(Records drawn from a dataset)
==============================
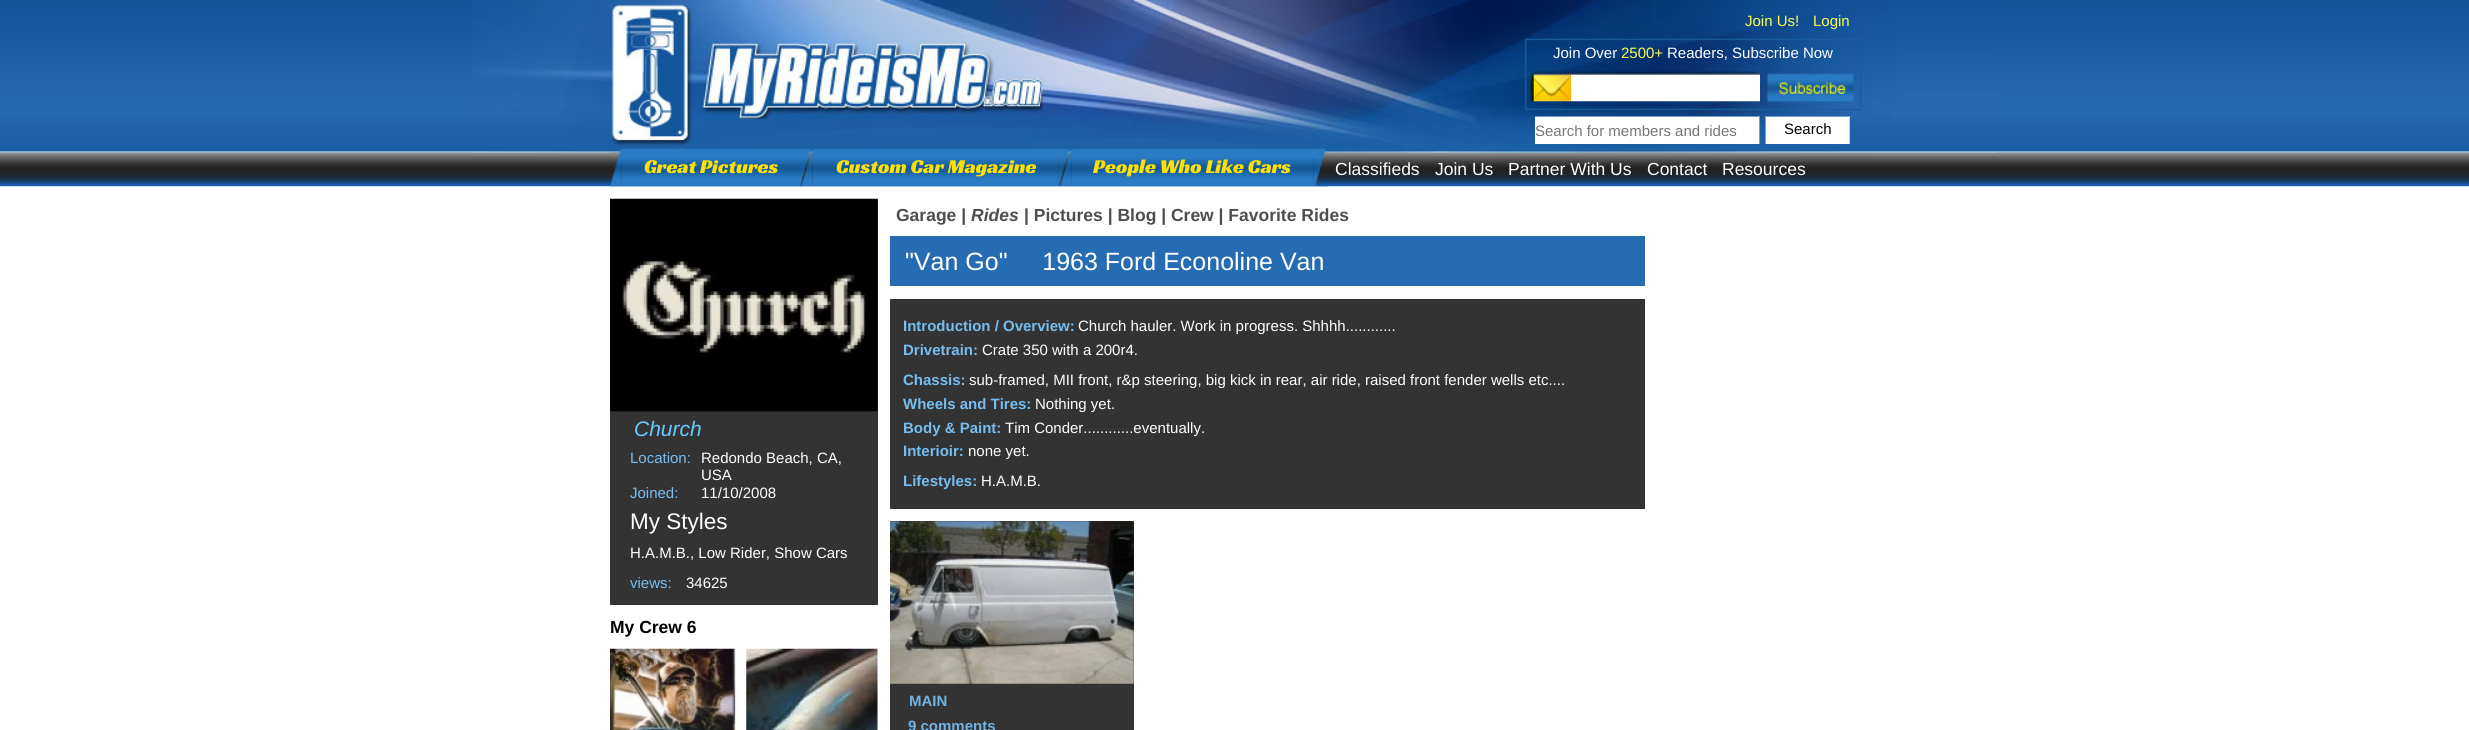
#include <cairo.h>
#include <math.h>
#include <stddef.h>

static cairo_t *ctx;

static void use_color(int r, int g, int b) {
    cairo_set_source_rgb(ctx, r / 255.0, g / 255.0, b / 255.0);
}

static void picture(const char *path, double x, double y, double w, double h) {
    cairo_surface_t *image = cairo_image_surface_create_from_png(path);
    cairo_save(ctx);
    cairo_set_source_surface(ctx, image, x, y);
    cairo_rectangle(ctx, x, y, w, h);
    cairo_fill(ctx);
    cairo_restore(ctx);
    cairo_surface_destroy(image);
}

int main(void) {
    cairo_surface_t *surface = cairo_image_surface_create(CAIRO_FORMAT_RGB24, 2469, 730);
    ctx = cairo_create(surface);
    cairo_font_options_t *options = cairo_font_options_create();
    cairo_font_options_set_hint_metrics(options, CAIRO_HINT_METRICS_OFF);
    cairo_font_options_set_hint_style(options, CAIRO_HINT_STYLE_NONE);
    cairo_set_font_options(ctx, options);
    cairo_set_miter_limit(ctx, 4);
    use_color(255, 255, 255);
    cairo_paint(ctx);
    picture("img1.png", 0, 0, 2469, 187);
    picture("img2.png", 472, 0, 1526, 153);
    cairo_select_font_face(ctx, "Liberation Sans", CAIRO_FONT_SLANT_NORMAL, CAIRO_FONT_WEIGHT_NORMAL);
    cairo_set_font_size(ctx, 15);
    use_color(252, 255, 75);
    cairo_move_to(ctx, 1745, 26);
    cairo_show_text(ctx, "Join Us!");
    cairo_move_to(ctx, 1813, 26);
    cairo_show_text(ctx, "Login");
    use_color(255, 255, 255);
    cairo_move_to(ctx, 1553, 58);
    cairo_show_text(ctx, "Join Over");
    use_color(252, 255, 75);
    cairo_move_to(ctx, 1621, 58);
    cairo_show_text(ctx, "2500+");
    use_color(255, 255, 255);
    cairo_move_to(ctx, 1667, 58);
    cairo_show_text(ctx, "Readers, Subscribe Now");
    picture("img3.png", 1529, 71, 231, 31);
    cairo_rectangle(ctx, 1571, 75, 189, 26);
    cairo_fill(ctx);
    picture("img4.png", 1767, 73, 87, 30);
    cairo_rectangle(ctx, 1535, 117, 224, 27);
    cairo_fill(ctx);
    use_color(119, 156, 198);
    cairo_rectangle(ctx, 1535, 116, 225, 1);
    cairo_fill(ctx);
    cairo_rectangle(ctx, 1759, 116, 1, 28);
    cairo_fill(ctx);
    use_color(117, 117, 117);
    cairo_move_to(ctx, 1535, 136);
    cairo_show_text(ctx, "Search for members and rides");
    use_color(255, 255, 255);
    cairo_rectangle(ctx, 1766, 117, 83, 27);
    cairo_fill(ctx);
    use_color(119, 156, 198);
    cairo_rectangle(ctx, 1765, 116, 85, 1);
    cairo_fill(ctx);
    use_color(189, 209, 230);
    cairo_rectangle(ctx, 1849, 116, 1, 28);
    cairo_fill(ctx);
    use_color(119, 156, 198);
    cairo_rectangle(ctx, 1765, 116, 1, 28);
    cairo_fill(ctx);
    use_color(0, 0, 0);
    cairo_move_to(ctx, 1784, 134);
    cairo_show_text(ctx, "Search");
    picture("img5.png", 610, 148, 12, 39);
    picture("img6.png", 621, 148, 179, 39);
    cairo_select_font_face(ctx, "Racing Sans One", CAIRO_FONT_SLANT_NORMAL, CAIRO_FONT_WEIGHT_NORMAL);
    cairo_set_font_size(ctx, 20);
    use_color(255, 225, 0);
    cairo_move_to(ctx, 644, 173);
    cairo_show_text(ctx, "Great Pictures");
    picture("img7.png", 800, 148, 13, 39);
    picture("img8.png", 812, 148, 247, 39);
    cairo_move_to(ctx, 836, 173);
    cairo_show_text(ctx, "Custom Car Magazine");
    picture("img9.png", 1058, 148, 14, 39);
    picture("img10.png", 1071, 148, 243, 39);
    cairo_move_to(ctx, 1093, 173);
    cairo_show_text(ctx, "People Who Like Cars");
    picture("img11.png", 1313, 148, 15, 39);
    cairo_select_font_face(ctx, "Liberation Sans", CAIRO_FONT_SLANT_NORMAL, CAIRO_FONT_WEIGHT_NORMAL);
    cairo_set_font_size(ctx, 17.5);
    use_color(255, 255, 255);
    cairo_move_to(ctx, 1335, 175);
    cairo_show_text(ctx, "Classifieds");
    cairo_move_to(ctx, 1435, 175);
    cairo_show_text(ctx, "Join Us");
    cairo_move_to(ctx, 1508, 175);
    cairo_show_text(ctx, "Partner With Us");
    cairo_move_to(ctx, 1647, 175);
    cairo_show_text(ctx, "Contact");
    cairo_move_to(ctx, 1722, 175);
    cairo_show_text(ctx, "Resources");
    use_color(51, 51, 51);
    cairo_rectangle(ctx, 610, 199, 268, 406);
    cairo_fill(ctx);
    picture("img12.png", 610, 198, 268, 214);
    cairo_select_font_face(ctx, "Liberation Sans", CAIRO_FONT_SLANT_ITALIC, CAIRO_FONT_WEIGHT_NORMAL);
    cairo_set_font_size(ctx, 21);
    use_color(102, 204, 255);
    cairo_move_to(ctx, 634, 436);
    cairo_show_text(ctx, "Church");
    cairo_select_font_face(ctx, "Liberation Sans", CAIRO_FONT_SLANT_NORMAL, CAIRO_FONT_WEIGHT_NORMAL);
    cairo_set_font_size(ctx, 15);
    use_color(118, 189, 240);
    cairo_move_to(ctx, 630, 463);
    cairo_show_text(ctx, "Location:");
    use_color(255, 255, 255);
    cairo_move_to(ctx, 701, 463);
    cairo_show_text(ctx, "Redondo Beach, CA,");
    cairo_move_to(ctx, 701, 480);
    cairo_show_text(ctx, "USA");
    use_color(118, 189, 240);
    cairo_move_to(ctx, 630, 498);
    cairo_show_text(ctx, "Joined:");
    use_color(255, 255, 255);
    cairo_move_to(ctx, 701, 498);
    cairo_show_text(ctx, "11/10/2008");
    cairo_set_font_size(ctx, 22.5);
    cairo_move_to(ctx, 630, 529);
    cairo_show_text(ctx, "My Styles");
    cairo_set_font_size(ctx, 15);
    cairo_move_to(ctx, 630, 558);
    cairo_show_text(ctx, "H.A.M.B., Low Rider, Show Cars");
    use_color(118, 189, 240);
    cairo_move_to(ctx, 630, 588);
    cairo_show_text(ctx, "views:");
    use_color(255, 255, 255);
    cairo_move_to(ctx, 686, 588);
    cairo_show_text(ctx, "34625");
    cairo_select_font_face(ctx, "Liberation Sans", CAIRO_FONT_SLANT_NORMAL, CAIRO_FONT_WEIGHT_BOLD);
    cairo_set_font_size(ctx, 17.5);
    use_color(0, 0, 0);
    cairo_move_to(ctx, 610, 633);
    cairo_show_text(ctx, "My Crew 6");
    picture("img13.png", 610, 648, 130, 82);
    picture("img14.png", 746, 648, 132, 82);
    use_color(78, 78, 78);
    cairo_move_to(ctx, 896, 221);
    cairo_show_text(ctx, "Garage |");
    cairo_select_font_face(ctx, "Liberation Sans", CAIRO_FONT_SLANT_ITALIC, CAIRO_FONT_WEIGHT_BOLD);
    cairo_move_to(ctx, 971, 221);
    cairo_show_text(ctx, "Rides");
    cairo_select_font_face(ctx, "Liberation Sans", CAIRO_FONT_SLANT_NORMAL, CAIRO_FONT_WEIGHT_BOLD);
    cairo_move_to(ctx, 1024, 221);
    cairo_show_text(ctx, "| Pictures | Blog | Crew | Favorite Rides");
    use_color(38, 108, 179);
    cairo_rectangle(ctx, 890, 236, 755, 50);
    cairo_fill(ctx);
    cairo_select_font_face(ctx, "Liberation Sans", CAIRO_FONT_SLANT_NORMAL, CAIRO_FONT_WEIGHT_NORMAL);
    cairo_set_font_size(ctx, 25);
    use_color(255, 255, 255);
    cairo_move_to(ctx, 905, 270);
    cairo_show_text(ctx, "\"Van Go\"     1963 Ford Econoline Van");
    use_color(51, 51, 51);
    cairo_rectangle(ctx, 890, 299, 755, 210);
    cairo_fill(ctx);
    cairo_select_font_face(ctx, "Liberation Sans", CAIRO_FONT_SLANT_NORMAL, CAIRO_FONT_WEIGHT_BOLD);
    cairo_set_font_size(ctx, 15);
    use_color(118, 189, 240);
    cairo_move_to(ctx, 903, 331);
    cairo_show_text(ctx, "Introduction / Overview:");
    cairo_select_font_face(ctx, "Liberation Sans", CAIRO_FONT_SLANT_NORMAL, CAIRO_FONT_WEIGHT_NORMAL);
    use_color(255, 255, 255);
    cairo_move_to(ctx, 1078, 331);
    cairo_show_text(ctx, "Church hauler. Work in progress. Shhhh............");
    cairo_select_font_face(ctx, "Liberation Sans", CAIRO_FONT_SLANT_NORMAL, CAIRO_FONT_WEIGHT_BOLD);
    use_color(118, 189, 240);
    cairo_move_to(ctx, 903, 355);
    cairo_show_text(ctx, "Drivetrain:");
    cairo_select_font_face(ctx, "Liberation Sans", CAIRO_FONT_SLANT_NORMAL, CAIRO_FONT_WEIGHT_NORMAL);
    use_color(255, 255, 255);
    cairo_move_to(ctx, 982, 355);
    cairo_show_text(ctx, "Crate 350 with a 200r4.");
    cairo_select_font_face(ctx, "Liberation Sans", CAIRO_FONT_SLANT_NORMAL, CAIRO_FONT_WEIGHT_BOLD);
    use_color(118, 189, 240);
    cairo_move_to(ctx, 903, 385);
    cairo_show_text(ctx, "Chassis:");
    cairo_select_font_face(ctx, "Liberation Sans", CAIRO_FONT_SLANT_NORMAL, CAIRO_FONT_WEIGHT_NORMAL);
    use_color(255, 255, 255);
    cairo_move_to(ctx, 969, 385);
    cairo_show_text(ctx, "sub-framed, MII front, r&p steering, big kick in rear, air ride, raised front fender wells etc....");
    cairo_select_font_face(ctx, "Liberation Sans", CAIRO_FONT_SLANT_NORMAL, CAIRO_FONT_WEIGHT_BOLD);
    use_color(118, 189, 240);
    cairo_move_to(ctx, 903, 409);
    cairo_show_text(ctx, "Wheels and Tires:");
    cairo_select_font_face(ctx, "Liberation Sans", CAIRO_FONT_SLANT_NORMAL, CAIRO_FONT_WEIGHT_NORMAL);
    use_color(255, 255, 255);
    cairo_move_to(ctx, 1035, 409);
    cairo_show_text(ctx, "Nothing yet.");
    cairo_select_font_face(ctx, "Liberation Sans", CAIRO_FONT_SLANT_NORMAL, CAIRO_FONT_WEIGHT_BOLD);
    use_color(118, 189, 240);
    cairo_move_to(ctx, 903, 433);
    cairo_show_text(ctx, "Body & Paint:");
    cairo_select_font_face(ctx, "Liberation Sans", CAIRO_FONT_SLANT_NORMAL, CAIRO_FONT_WEIGHT_NORMAL);
    use_color(255, 255, 255);
    cairo_move_to(ctx, 1005, 433);
    cairo_show_text(ctx, "Tim Conder............eventually.");
    cairo_select_font_face(ctx, "Liberation Sans", CAIRO_FONT_SLANT_NORMAL, CAIRO_FONT_WEIGHT_BOLD);
    use_color(118, 189, 240);
    cairo_move_to(ctx, 903, 456);
    cairo_show_text(ctx, "Interioir:");
    cairo_select_font_face(ctx, "Liberation Sans", CAIRO_FONT_SLANT_NORMAL, CAIRO_FONT_WEIGHT_NORMAL);
    use_color(255, 255, 255);
    cairo_move_to(ctx, 968, 456);
    cairo_show_text(ctx, "none yet.");
    cairo_select_font_face(ctx, "Liberation Sans", CAIRO_FONT_SLANT_NORMAL, CAIRO_FONT_WEIGHT_BOLD);
    use_color(118, 189, 240);
    cairo_move_to(ctx, 903, 486);
    cairo_show_text(ctx, "Lifestyles:");
    cairo_select_font_face(ctx, "Liberation Sans", CAIRO_FONT_SLANT_NORMAL, CAIRO_FONT_WEIGHT_NORMAL);
    use_color(255, 255, 255);
    cairo_move_to(ctx, 981, 486);
    cairo_show_text(ctx, "H.A.M.B.");
    use_color(51, 51, 51);
    cairo_rectangle(ctx, 890, 521, 244, 209);
    cairo_fill(ctx);
    picture("img15.png", 890, 521, 244, 163);
    cairo_select_font_face(ctx, "Liberation Sans", CAIRO_FONT_SLANT_NORMAL, CAIRO_FONT_WEIGHT_BOLD);
    use_color(113, 179, 227);
    cairo_move_to(ctx, 909, 706);
    cairo_show_text(ctx, "MAIN");
    cairo_move_to(ctx, 908, 731);
    cairo_show_text(ctx, "9 comments");
    cairo_surface_write_to_png(surface, "result.png");
    cairo_font_options_destroy(options);
    cairo_destroy(ctx);
    cairo_surface_destroy(surface);
    return 0;
}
==============================
Exercise directions: Scan the entries above, and wherever a line holds the string "Pictures", copy it.

Answer space:
    cairo_show_text(ctx, "Great Pictures");
    cairo_show_text(ctx, "| Pictures | Blog | Crew | Favorite Rides");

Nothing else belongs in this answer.